### TASK GOAL
Where does the string "Hankam" appear in the records? Copy each line that holds it.

(Stored data)
★ ★ ★ ★ ★

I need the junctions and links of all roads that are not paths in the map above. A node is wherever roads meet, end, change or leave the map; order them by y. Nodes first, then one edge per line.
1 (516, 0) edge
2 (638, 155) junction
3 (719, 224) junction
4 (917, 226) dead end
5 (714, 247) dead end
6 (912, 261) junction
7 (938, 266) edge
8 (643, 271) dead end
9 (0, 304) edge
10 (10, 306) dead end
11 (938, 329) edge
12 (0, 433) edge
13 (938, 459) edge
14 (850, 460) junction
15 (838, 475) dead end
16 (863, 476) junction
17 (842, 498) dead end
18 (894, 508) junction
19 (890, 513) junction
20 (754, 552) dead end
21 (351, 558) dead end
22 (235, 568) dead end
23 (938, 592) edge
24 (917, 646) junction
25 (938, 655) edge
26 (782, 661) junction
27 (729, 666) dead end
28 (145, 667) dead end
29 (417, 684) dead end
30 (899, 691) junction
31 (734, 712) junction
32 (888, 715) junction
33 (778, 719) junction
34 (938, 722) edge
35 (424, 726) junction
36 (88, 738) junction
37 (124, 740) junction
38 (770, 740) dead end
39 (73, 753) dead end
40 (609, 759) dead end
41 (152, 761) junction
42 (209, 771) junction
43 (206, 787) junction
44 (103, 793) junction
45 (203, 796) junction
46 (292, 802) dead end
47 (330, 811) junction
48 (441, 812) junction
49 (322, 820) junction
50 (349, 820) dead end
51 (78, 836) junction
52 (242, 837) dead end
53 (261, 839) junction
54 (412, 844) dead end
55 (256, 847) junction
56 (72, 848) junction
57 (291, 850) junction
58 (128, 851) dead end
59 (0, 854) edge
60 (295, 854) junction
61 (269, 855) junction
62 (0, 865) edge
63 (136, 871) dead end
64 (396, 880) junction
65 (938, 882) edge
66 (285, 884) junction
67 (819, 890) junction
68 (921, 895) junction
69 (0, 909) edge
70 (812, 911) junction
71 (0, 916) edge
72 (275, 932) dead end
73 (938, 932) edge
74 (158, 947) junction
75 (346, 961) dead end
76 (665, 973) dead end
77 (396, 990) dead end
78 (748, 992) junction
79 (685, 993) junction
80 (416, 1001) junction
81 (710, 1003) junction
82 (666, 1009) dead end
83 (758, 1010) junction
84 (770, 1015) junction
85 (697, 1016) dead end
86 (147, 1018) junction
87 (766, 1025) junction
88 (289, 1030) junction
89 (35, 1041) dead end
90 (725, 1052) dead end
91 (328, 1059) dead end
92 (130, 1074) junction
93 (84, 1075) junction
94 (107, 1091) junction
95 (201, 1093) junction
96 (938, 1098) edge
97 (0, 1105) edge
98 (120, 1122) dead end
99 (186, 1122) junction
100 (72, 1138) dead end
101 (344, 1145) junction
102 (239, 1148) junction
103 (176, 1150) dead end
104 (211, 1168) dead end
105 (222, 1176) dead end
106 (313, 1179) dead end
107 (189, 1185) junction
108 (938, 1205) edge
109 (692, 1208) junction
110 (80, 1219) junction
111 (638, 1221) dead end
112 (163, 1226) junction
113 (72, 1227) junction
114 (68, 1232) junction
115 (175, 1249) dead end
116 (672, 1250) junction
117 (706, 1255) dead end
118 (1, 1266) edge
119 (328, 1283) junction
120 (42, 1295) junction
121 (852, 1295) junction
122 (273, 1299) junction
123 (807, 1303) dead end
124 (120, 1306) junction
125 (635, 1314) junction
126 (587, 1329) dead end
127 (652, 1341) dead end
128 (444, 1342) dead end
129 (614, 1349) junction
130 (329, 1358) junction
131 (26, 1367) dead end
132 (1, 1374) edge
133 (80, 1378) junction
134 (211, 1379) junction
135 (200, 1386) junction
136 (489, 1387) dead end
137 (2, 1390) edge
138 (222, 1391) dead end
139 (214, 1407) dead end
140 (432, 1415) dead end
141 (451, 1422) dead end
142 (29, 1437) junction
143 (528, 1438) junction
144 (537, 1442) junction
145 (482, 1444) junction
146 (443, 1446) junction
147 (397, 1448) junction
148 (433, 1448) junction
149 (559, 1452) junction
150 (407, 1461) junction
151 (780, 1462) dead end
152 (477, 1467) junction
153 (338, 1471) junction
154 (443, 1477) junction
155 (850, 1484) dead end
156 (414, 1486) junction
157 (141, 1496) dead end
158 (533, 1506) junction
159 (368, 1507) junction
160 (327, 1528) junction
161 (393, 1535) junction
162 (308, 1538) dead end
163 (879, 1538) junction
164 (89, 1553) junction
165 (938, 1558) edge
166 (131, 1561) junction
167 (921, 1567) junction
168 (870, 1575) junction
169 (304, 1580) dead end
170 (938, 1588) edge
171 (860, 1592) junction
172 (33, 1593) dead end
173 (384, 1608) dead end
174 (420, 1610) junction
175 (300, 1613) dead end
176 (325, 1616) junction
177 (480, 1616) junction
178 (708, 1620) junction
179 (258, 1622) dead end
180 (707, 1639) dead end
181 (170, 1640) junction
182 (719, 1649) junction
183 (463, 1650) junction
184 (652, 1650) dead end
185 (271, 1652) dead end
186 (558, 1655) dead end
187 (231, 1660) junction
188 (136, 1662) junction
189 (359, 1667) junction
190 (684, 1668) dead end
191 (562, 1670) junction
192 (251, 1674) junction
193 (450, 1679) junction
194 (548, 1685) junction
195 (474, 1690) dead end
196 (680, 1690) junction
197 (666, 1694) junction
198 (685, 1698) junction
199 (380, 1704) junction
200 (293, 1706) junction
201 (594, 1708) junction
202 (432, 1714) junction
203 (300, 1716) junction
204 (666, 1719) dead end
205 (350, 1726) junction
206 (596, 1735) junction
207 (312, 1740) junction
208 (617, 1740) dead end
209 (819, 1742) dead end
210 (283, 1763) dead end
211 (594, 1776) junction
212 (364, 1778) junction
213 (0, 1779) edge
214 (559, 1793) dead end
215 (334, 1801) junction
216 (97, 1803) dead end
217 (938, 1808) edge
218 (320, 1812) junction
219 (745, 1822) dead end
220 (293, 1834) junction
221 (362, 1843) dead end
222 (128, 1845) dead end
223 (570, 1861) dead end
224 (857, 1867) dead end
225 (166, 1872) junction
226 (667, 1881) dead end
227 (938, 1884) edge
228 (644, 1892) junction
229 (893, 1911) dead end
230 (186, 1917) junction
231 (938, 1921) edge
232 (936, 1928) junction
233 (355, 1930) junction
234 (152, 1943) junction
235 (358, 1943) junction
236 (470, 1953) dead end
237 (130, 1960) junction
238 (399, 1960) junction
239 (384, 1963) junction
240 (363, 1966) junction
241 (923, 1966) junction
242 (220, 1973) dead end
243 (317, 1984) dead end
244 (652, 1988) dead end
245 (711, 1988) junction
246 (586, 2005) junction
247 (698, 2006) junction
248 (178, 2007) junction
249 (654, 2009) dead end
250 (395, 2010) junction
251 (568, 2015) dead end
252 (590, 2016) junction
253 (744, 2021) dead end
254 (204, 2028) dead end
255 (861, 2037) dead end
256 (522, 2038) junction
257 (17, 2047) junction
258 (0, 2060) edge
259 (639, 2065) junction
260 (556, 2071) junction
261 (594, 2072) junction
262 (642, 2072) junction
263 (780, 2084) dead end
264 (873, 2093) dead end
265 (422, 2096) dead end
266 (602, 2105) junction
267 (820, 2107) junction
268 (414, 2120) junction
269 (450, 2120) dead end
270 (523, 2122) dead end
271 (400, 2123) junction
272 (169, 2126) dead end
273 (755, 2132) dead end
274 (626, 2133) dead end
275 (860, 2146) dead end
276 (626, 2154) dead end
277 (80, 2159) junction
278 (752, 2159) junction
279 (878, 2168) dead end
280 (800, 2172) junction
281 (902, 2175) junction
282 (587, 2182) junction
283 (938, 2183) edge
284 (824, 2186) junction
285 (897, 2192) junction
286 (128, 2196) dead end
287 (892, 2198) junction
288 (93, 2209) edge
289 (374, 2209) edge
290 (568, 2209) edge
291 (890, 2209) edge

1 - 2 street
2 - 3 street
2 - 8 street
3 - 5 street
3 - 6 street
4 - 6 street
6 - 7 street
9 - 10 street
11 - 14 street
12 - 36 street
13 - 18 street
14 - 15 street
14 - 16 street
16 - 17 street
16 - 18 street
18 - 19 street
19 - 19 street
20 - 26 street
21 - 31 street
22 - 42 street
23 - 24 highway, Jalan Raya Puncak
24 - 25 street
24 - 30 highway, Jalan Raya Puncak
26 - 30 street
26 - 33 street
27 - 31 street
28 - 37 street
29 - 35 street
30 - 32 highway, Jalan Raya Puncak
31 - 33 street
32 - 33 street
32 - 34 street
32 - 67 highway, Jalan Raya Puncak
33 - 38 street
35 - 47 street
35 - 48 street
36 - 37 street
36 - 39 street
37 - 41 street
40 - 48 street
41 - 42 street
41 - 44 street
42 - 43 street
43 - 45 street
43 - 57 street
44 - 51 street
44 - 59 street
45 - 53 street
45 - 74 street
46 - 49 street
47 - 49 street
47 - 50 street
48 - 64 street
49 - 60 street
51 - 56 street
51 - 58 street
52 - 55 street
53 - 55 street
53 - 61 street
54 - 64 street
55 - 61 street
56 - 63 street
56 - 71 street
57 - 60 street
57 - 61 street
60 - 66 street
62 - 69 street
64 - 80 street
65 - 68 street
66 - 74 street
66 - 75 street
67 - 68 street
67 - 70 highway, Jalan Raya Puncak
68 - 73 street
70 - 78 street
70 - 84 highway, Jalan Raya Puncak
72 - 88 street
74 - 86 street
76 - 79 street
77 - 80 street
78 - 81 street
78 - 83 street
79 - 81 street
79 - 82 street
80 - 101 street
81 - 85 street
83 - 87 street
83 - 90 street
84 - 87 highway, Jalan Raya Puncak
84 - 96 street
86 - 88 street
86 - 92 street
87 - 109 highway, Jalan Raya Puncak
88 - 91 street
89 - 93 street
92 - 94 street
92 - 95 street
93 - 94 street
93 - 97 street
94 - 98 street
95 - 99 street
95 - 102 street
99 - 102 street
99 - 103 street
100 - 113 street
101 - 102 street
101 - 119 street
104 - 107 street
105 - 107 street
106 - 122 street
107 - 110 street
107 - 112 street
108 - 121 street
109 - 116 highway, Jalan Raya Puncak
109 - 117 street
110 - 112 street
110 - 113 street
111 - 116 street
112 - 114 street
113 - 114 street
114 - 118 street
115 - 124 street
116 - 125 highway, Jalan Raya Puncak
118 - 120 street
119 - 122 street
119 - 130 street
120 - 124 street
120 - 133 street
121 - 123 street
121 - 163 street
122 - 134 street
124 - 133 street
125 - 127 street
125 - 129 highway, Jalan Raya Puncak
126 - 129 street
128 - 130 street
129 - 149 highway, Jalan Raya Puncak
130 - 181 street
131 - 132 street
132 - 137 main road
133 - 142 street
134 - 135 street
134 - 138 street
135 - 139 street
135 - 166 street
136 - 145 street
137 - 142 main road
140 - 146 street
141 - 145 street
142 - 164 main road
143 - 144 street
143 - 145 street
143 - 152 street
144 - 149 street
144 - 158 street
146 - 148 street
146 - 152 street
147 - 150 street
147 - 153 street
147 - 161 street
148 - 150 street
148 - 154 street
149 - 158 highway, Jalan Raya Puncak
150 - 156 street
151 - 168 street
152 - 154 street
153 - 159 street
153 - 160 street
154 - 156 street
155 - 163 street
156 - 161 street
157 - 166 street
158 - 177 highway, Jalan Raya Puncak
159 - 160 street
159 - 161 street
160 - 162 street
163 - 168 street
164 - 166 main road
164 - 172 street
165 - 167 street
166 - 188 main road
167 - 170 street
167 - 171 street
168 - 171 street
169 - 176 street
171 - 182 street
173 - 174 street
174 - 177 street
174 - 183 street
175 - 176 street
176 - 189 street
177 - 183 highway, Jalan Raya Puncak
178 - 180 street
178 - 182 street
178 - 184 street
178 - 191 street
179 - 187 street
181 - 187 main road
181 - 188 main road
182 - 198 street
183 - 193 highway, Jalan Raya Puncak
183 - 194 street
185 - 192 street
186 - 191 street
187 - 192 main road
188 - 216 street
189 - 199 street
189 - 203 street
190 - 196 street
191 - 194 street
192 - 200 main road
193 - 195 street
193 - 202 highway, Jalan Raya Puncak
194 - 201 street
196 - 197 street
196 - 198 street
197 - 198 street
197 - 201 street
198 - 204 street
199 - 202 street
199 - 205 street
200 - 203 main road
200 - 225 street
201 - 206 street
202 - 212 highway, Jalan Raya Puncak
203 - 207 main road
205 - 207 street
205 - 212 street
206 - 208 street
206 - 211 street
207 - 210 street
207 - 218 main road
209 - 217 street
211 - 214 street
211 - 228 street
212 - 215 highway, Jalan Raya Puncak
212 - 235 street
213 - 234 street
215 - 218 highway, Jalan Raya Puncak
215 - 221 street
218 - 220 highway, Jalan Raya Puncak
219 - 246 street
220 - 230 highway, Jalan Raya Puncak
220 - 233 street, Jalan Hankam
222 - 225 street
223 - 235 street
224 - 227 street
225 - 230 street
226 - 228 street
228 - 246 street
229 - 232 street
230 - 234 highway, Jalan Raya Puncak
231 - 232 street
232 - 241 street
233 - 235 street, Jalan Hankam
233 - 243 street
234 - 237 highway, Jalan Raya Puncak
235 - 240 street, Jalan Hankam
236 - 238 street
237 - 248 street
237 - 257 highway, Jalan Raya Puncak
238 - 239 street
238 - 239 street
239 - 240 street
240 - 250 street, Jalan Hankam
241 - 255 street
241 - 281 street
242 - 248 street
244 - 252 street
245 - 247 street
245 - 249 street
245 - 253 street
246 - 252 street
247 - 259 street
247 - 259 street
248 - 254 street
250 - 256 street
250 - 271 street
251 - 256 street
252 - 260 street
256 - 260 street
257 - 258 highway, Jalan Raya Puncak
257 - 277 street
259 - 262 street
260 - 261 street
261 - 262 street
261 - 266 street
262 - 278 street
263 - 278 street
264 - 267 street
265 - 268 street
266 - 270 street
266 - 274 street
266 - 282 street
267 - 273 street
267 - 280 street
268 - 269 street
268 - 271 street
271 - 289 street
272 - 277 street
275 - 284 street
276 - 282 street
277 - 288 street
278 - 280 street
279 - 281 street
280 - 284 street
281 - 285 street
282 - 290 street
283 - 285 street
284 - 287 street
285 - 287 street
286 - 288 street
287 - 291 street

★ ★ ★ ★ ★

### EXERCISE RESPONSE
220 - 233 street, Jalan Hankam
233 - 235 street, Jalan Hankam
235 - 240 street, Jalan Hankam
240 - 250 street, Jalan Hankam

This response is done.